Antoine shook him roughly. “She was just a fisherman’s daughter he met on a holiday during the war! She was a good Catholic girl who wouldn’t screw him unless he married her! He thought he was going to die at Normandy, so the marriage wouldn’t matter. But he didn’t die—and so there he was, stuck with an ignorant little Breton girl not fit
to be more than a servant. Our maman. And me, a son he didn’t expect. So he made the best of it!”

Sebastien shoved him away. “How do you know all this?”

“Grandfather told me before he died. He was a cruel old man. He wanted to divide Maman from us children by making us feel ashamed of her. He said she trapped Papa into marriage. I’ve never told anyone this, but you.
We are mistakes
, do you understand? Papa loves us in his own way, but he doesn’t love Maman, and under different circumstances he would never have married her. He stayed with her out of duty and gave her more children to keep her mind off her loneliness!
So we are all just the result of Papa’s mistake.

Sebastien could scarcely comprehend the idea. Maman, unloved? Himself, unloved?
A mistake
?

“I don’t like how Papa conducts his affairs,” Antoine declared. “This time he’s been too careless.”

The
comtesse
strolled from a back room, and men turned to study her as she went to a table and spoke with the people there. Antoine made a sound of disgust and started forward, gesturing for Sebastien to follow. The
comtesse
saw them approach and stiffened. She ran a lovely hand, beautifully manicured, over hair the color of wheat and toyed with the ends that curled in a perpetual flip atop her shoulders.

“Hello again,” she said warily, as Antoine and Sebastien stopped in front of her.

Antoine gave her a mocking bow. “
Madame la comtesse
, I would like to present my brother, Sebastien. He is no longer a child.”

“What nonsense is this?” the
comtesse
asked impatiently.

Antoine turned to Sebastien. “Little brother, I present to you
madame la comtesse
. I went to bed with her when I was fourteen, but now she sleeps with Papa.
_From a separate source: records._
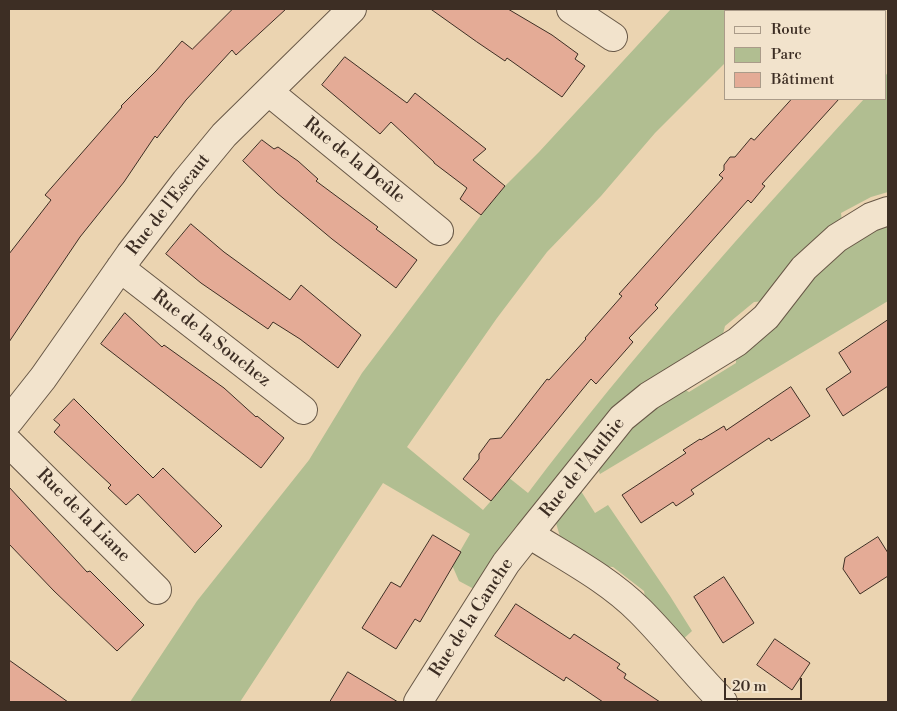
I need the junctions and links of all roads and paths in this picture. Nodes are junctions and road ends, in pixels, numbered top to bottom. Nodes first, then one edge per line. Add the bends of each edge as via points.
1 (352, 9) edge
2 (571, 9) edge
3 (613, 37) dead end
4 (269, 92) junction
5 (888, 211) edge
6 (439, 231) dead end
7 (120, 268) junction
8 (303, 410) dead end
9 (9, 421) edge
10 (9, 442) edge
11 (529, 534) junction
12 (157, 590) dead end
13 (418, 702) edge
14 (723, 702) edge

1 - 4 street, Rue de l'Escaut
2 - 3 street
4 - 6 street, Rue de la Deûle
4 - 7 street, Rue de l'Escaut via 224,135
5 - 11 street, Rue de l'Authie via 871,217 837,238 804,268 766,317 737,342 649,396 622,418
7 - 8 street, Rue de la Souchez
7 - 9 street, Rue de l'Escaut via 44,378
10 - 12 street, Rue de la Liane
11 - 13 street, Rue de la Canche via 506,563
11 - 14 street, Rue de l'Authie via 601,579 640,610

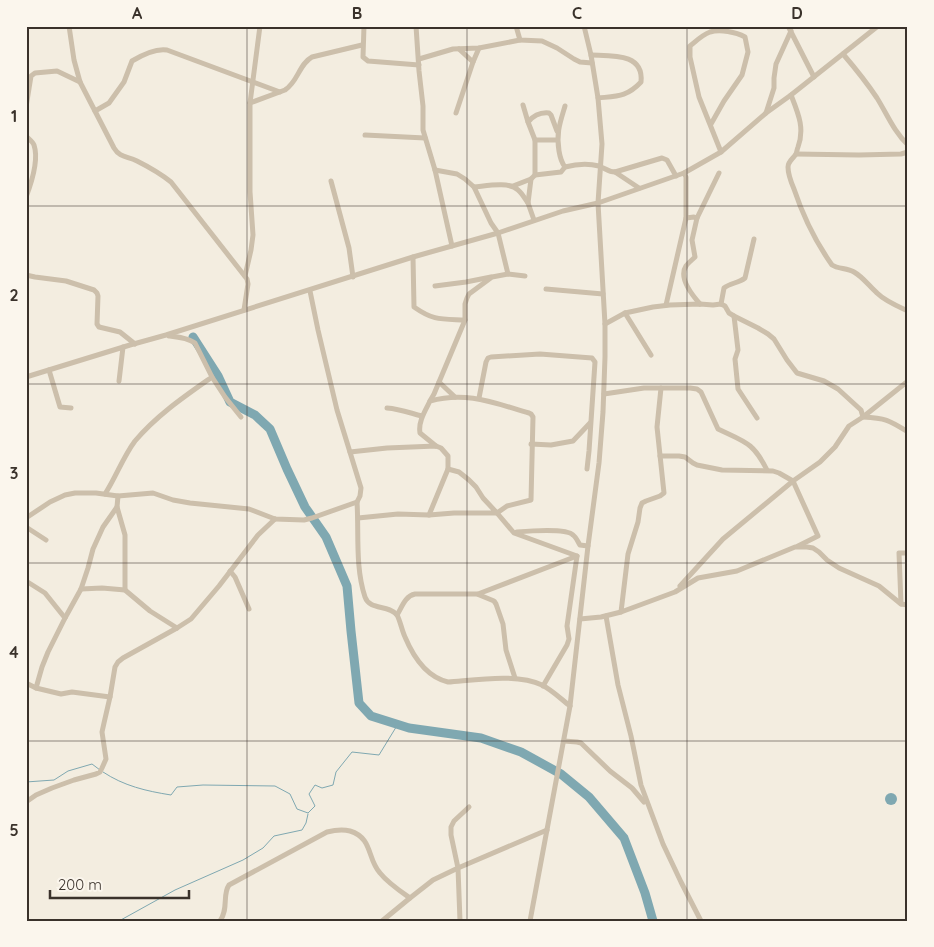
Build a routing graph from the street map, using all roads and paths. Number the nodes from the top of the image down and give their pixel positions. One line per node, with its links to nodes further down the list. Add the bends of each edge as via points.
1 (69, 26): 21 (street)
2 (260, 26): 20 (street)
3 (364, 26): 10 (street)
4 (416, 26): 15 (street)
5 (516, 26): 9 (street)
6 (584, 26): 14 (street)
7 (878, 26): 13 (street)
8 (790, 29): 19 (street); 31 (street, via 776,64 774,88)
9 (520, 40): 11 (street); 17 (street, via 542,41 580,62)
10 (362, 45): 18 (street, via 363,57 368,61); 22 (street, via 308,59 293,84)
11 (479, 48): 12 (street); 16 (street)
12 (458, 49): 15 (street); 16 (street)
13 (843, 54): 19 (street); 40 (street)
14 (591, 55): 17 (street); 24 (street, via 623,57 639,66 642,72 641,82 628,94)
15 (419, 58): 18 (street)
16 (473, 62): 30 (street)
17 (592, 63): 24 (street)
18 (419, 65): 37 (street)
19 (814, 76): 23 (street)
20 (252, 81): 22 (street); 25 (street); 29 (street, via 161,48 132,61 124,82 109,103)
21 (80, 82): 28 (street, via 57,71 35,73); 29 (street)
22 (280, 92): 25 (street)
23 (791, 95): 31 (street); 43 (street, via 801,125 801,140)
24 (598, 98): 44 (street, via 602,144)
25 (250, 103): 68 (street, via 253,234)
26 (523, 105): 32 (street)
27 (565, 106): 34 (street)
28 (26, 107)
29 (95, 111): 68 (street, via 117,153 171,182)
30 (456, 112)
31 (766, 113): 41 (street)
32 (528, 122): 34 (street, via 533,116 549,113); 38 (street)
33 (711, 124): 33 (street, via 699,97 690,46 712,31 735,32 745,37 748,52 742,75); 41 (street)
34 (558, 132): 39 (street)
35 (365, 134): 37 (street)
36 (26, 136): 56 (street, via 34,145 35,156 33,177)
37 (425, 138): 46 (street)
38 (535, 140): 39 (street); 51 (street)
39 (557, 140): 45 (street)
40 (908, 145)
41 (721, 152): 48 (street)
42 (908, 152): 43 (street)
43 (796, 154): 80 (street, via 788,167 790,178 813,235 832,265 854,272 878,295)
44 (600, 166): 45 (street, via 576,164); 47 (street); 58 (street)
45 (565, 167): 51 (street, via 561,172)
46 (436, 170): 54 (street, via 457,174); 64 (street)
47 (614, 172): 50 (street, via 662,158 668,160); 55 (street)
48 (684, 173): 50 (street); 59 (street)
49 (718, 173): 60 (street)
50 (676, 176): 55 (street)
51 (533, 177): 53 (street); 57 (street)
52 (331, 181): 70 (street, via 350,248)
53 (512, 186): 54 (street); 57 (street)
54 (474, 187): 62 (street)
55 (640, 188): 58 (street)
56 (26, 197)
57 (528, 203): 61 (street)
58 (598, 203): 61 (street); 75 (street)
59 (686, 218): 60 (street); 78 (street)
60 (697, 218): 76 (street, via 692,240 695,257 684,274 690,292)
61 (534, 220): 62 (street)
62 (498, 232): 64 (street); 66 (street)
63 (754, 238): 77 (street, via 745,278 724,288)
64 (452, 246): 65 (street)
65 (413, 257): 70 (street); 83 (street, via 414,307 434,319)
66 (508, 274): 69 (street); 71 (street)
67 (26, 275): 86 (street, via 66,281 94,290 98,296 99,327 120,332)
68 (245, 276): 79 (street, via 248,284)
69 (525, 276)
70 (352, 277): 74 (street)
71 (492, 277): 72 (street); 83 (street, via 467,298)
72 (435, 286)
73 (546, 289): 75 (street)
74 (310, 291): 79 (street); 111 (street)
75 (603, 294): 84 (street)
76 (700, 304): 77 (street); 78 (street)
77 (721, 304): 82 (street)
78 (666, 305): 81 (street)
79 (244, 310): 85 (street)
80 (908, 311)
81 (625, 313): 84 (street); 88 (street)
82 (734, 316): 105 (street, via 768,334 797,373 838,389); 106 (street, via 738,389)
83 (464, 320): 94 (street)
84 (605, 324): 97 (street)
85 (166, 336): 86 (street); 91 (street, via 195,342)
86 (135, 344): 87 (street)
87 (123, 347): 89 (street); 92 (street)
88 (651, 355)
89 (49, 370): 90 (street); 101 (street, via 60,407)
90 (26, 377)
91 (212, 377): 104 (street); 117 (street, via 174,404 134,442)
92 (119, 381)
93 (908, 381): 105 (street)
94 (439, 382): 96 (street); 100 (street)
95 (661, 388): 97 (street, via 644,388); 112 (street, via 657,427); 115 (street, via 690,388 701,392 718,429 753,448)
96 (456, 397): 98 (street); 100 (street)
97 (604, 397): 99 (street); 129 (street)
98 (479, 398): 99 (street, via 488,358 540,354 592,358 595,362); 109 (street, via 531,414)
99 (592, 398): 107 (street)
100 (430, 402): 103 (street)
101 (71, 408)
102 (387, 408): 103 (street)
103 (422, 416): 110 (street, via 420,433)
104 (241, 417)
105 (863, 417): 108 (street, via 890,421); 116 (street, via 849,426 820,462)
106 (757, 418)
107 (591, 422): 109 (street, via 573,441); 114 (street)
108 (908, 432)
109 (531, 444): 121 (street, via 531,500 507,506)
110 (436, 446): 111 (street); 113 (street, via 448,456)
111 (350, 452): 119 (street, via 361,488)
112 (660, 456): 115 (street, via 685,457 697,465 722,470); 142 (street, via 664,493 646,500 640,508 628,554)
113 (448, 469): 121 (street, via 469,480); 122 (street)
114 (587, 469)
115 (767, 470): 116 (street)
116 (793, 481): 130 (street, via 818,536); 137 (street, via 723,539)
117 (105, 494): 118 (street); 123 (street, via 64,495)
118 (118, 496): 120 (street); 125 (street, via 153,493 190,503 249,509)
119 (357, 502): 124 (street); 125 (street, via 304,520)
120 (117, 507): 135 (street, via 93,549); 136 (street, via 125,535)
121 (497, 513): 122 (street); 127 (street)
122 (429, 515): 124 (street)
123 (26, 518)
124 (358, 518): 143 (street, via 358,555 365,599 371,605)
125 (276, 519): 133 (street, via 258,535)
126 (26, 526): 128 (street)
127 (514, 533): 129 (street, via 568,532 580,545); 132 (street)
128 (46, 540)
129 (588, 546): 146 (street)
130 (795, 548): 137 (street, via 737,571 698,578); 139 (street, via 813,548 838,568 879,586)
131 (908, 553): 139 (street, via 899,553)
132 (577, 556): 138 (street); 150 (street, via 567,626 569,639)
133 (230, 571): 141 (street); 147 (street, via 191,619)
134 (26, 581): 145 (street, via 45,592)
135 (81, 589): 136 (street); 145 (street)
136 (125, 590): 147 (street, via 150,612)
137 (675, 592): 142 (street)
138 (477, 594): 143 (street, via 415,594 408,598); 148 (street, via 496,604)
139 (901, 604): 140 (street)
140 (908, 605)
141 (249, 609)
142 (621, 612): 144 (street)
143 (397, 615): 148 (street, via 408,645 430,674 439,680)
144 (606, 616): 146 (street); 157 (street, via 638,775)
145 (65, 618): 151 (street, via 48,652)
146 (580, 619): 153 (street)
147 (177, 628): 152 (street, via 118,662)
148 (515, 678): 150 (street)
149 (26, 683): 151 (street)
150 (543, 686): 153 (street)
151 (36, 688): 152 (street, via 61,694 72,692)
152 (110, 697): 155 (street, via 102,732 106,759 100,772 52,788)
153 (570, 706): 154 (street)
154 (564, 741): 157 (street, via 581,743 637,792); 158 (street)
155 (26, 802)
156 (469, 807): 159 (street, via 451,827)
157 (651, 813): 165 (street)
158 (547, 830): 159 (street); 164 (street)
159 (458, 868): 160 (street, via 433,880); 163 (street)
160 (410, 898): 161 (street, via 380,873 359,835 334,830 229,885 226,910); 162 (street)
161 (220, 921)
162 (382, 921)
163 (460, 921)
164 (530, 921)
165 (701, 921)

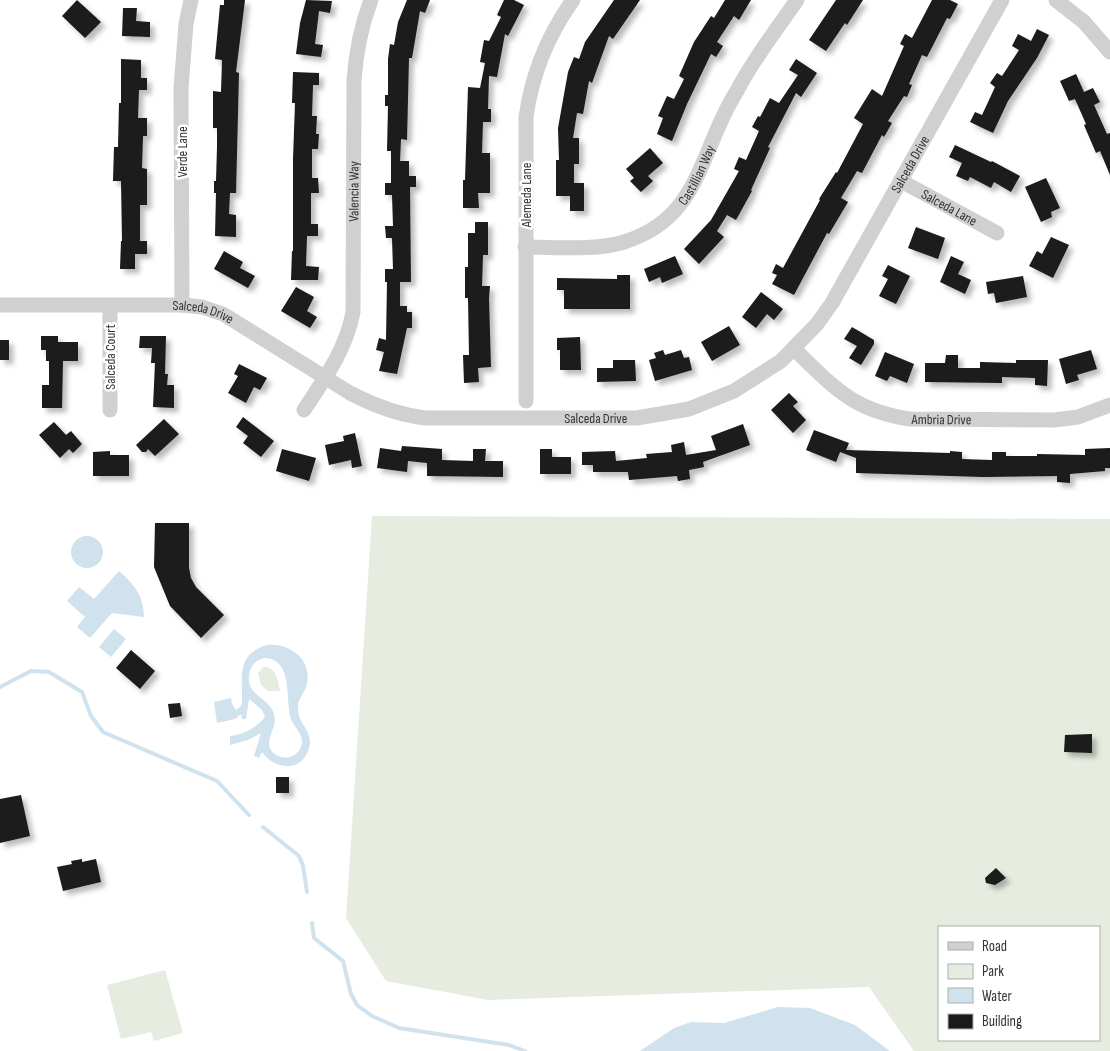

She is the best-known of Papa’s whores.”

The
comtesse
slapped Antoine quickly and efficiently, as if she’d had great practice in slapping people who insulted her. Sebastien stared at her in shock. Papa had put his
zob
inside someone beside Maman? And his betrayal was another source of her unhappiness?

“If you ever speak to my maman again I’ll kill you,” he told the
comtesse
.

She laughed sharply and glared from him to Antoine. “I have no need to speak to your maman. Someday you boys will understand why your father needs me. He honors his mistakes. What more do you want?”

“She’s not a mistake, you whore! And neither am I!” Sebastien yelled. The room went silent. Heads turned. Philippe de Savin strode out of the back and moved swiftly through the crowd. His patrician face held an expression so fierce that people leapt out of his path. The
comtesse
stepped aside as he came to Antoine and Sebastien.

“You disgrace me,” he told them in a soft, deadly voice. “Take your mother and go back to the chalet. I’ll see you both before bedtime in my study.”

“Let the punishment fit your conscience,” Antoine told him. “But leave Sebastien out of it.”

“No,” Sebastien said. He was close to crying with fury. “I don’t care what he does or says to me now.” He looked at his father evenly. “I hate you.” Then he turned and walked outdoors with a measured, dignified gate. Once outside, however, he broke into a run and headed straight to Bridgette and Maman. “We’ll go home and have hot chocolate,” he told them, his voice trembling.